┌──
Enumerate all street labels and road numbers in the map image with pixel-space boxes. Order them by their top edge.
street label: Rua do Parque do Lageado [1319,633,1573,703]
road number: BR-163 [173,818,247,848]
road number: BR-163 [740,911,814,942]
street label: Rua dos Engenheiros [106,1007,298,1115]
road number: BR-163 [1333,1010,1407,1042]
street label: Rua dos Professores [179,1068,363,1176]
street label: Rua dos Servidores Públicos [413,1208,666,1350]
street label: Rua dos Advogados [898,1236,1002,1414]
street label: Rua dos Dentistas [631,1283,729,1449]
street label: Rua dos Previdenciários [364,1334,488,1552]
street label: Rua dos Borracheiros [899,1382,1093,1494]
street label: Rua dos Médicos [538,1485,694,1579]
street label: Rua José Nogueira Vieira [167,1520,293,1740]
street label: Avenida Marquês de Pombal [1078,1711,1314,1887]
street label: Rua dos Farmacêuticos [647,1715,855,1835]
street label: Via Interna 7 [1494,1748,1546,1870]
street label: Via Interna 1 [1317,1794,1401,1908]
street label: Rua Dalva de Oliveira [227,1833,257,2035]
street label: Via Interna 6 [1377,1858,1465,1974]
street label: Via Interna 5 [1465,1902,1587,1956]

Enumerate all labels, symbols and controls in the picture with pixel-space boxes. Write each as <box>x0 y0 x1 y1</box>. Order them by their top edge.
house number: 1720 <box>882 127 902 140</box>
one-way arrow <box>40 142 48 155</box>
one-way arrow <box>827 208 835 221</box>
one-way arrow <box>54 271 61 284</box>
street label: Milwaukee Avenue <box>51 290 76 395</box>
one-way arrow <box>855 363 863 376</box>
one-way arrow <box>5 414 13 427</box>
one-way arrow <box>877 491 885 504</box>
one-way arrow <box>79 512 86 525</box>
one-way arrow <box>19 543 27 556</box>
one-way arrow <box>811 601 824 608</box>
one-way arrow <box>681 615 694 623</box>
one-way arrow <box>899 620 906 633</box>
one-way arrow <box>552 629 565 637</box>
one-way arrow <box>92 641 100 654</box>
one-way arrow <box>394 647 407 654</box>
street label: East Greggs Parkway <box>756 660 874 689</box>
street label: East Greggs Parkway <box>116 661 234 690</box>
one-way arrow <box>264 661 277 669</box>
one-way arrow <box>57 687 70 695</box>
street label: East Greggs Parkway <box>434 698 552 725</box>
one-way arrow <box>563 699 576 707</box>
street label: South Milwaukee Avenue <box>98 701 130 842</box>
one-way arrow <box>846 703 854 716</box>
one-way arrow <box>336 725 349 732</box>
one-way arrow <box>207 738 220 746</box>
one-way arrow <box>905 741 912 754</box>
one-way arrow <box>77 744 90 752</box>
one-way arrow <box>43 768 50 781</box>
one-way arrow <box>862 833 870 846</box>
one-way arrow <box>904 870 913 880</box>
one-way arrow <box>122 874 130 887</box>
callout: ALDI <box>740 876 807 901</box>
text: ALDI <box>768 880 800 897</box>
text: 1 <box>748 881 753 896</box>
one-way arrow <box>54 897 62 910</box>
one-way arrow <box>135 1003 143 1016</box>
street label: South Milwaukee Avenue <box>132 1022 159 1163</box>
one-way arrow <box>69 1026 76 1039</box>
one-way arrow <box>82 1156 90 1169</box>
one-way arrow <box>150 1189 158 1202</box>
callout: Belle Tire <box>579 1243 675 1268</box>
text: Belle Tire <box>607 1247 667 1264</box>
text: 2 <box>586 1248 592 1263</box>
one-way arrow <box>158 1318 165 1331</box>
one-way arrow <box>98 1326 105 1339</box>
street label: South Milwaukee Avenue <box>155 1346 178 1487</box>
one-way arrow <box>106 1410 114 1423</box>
└──
Take each line of the material above that holds the string "callout" and copy it.

Written answer:
callout: ALDI <box>740 876 807 901</box>
callout: Belle Tire <box>579 1243 675 1268</box>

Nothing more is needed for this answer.